==== MATERIAL TO PROCESS ====

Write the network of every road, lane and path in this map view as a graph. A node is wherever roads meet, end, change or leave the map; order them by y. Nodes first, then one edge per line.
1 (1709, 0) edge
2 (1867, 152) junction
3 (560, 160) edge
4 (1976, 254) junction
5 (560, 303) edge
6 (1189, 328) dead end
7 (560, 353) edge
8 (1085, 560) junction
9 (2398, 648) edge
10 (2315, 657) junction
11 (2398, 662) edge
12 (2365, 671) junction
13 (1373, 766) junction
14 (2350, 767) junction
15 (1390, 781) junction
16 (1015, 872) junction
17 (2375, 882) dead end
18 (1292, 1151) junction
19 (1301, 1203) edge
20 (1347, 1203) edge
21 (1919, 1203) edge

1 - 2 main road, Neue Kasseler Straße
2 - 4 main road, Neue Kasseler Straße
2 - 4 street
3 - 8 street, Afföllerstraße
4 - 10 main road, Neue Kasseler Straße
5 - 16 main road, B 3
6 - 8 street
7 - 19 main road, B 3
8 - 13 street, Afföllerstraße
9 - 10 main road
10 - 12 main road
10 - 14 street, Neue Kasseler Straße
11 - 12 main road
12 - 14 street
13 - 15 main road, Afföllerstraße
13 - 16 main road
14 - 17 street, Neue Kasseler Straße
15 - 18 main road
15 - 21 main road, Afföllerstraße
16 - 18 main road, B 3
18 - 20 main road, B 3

====

TASK TO CARRY OUT -
Please report how many lines of the material above contain the string "street", with no other words.

EXERCISE ANSWER -
7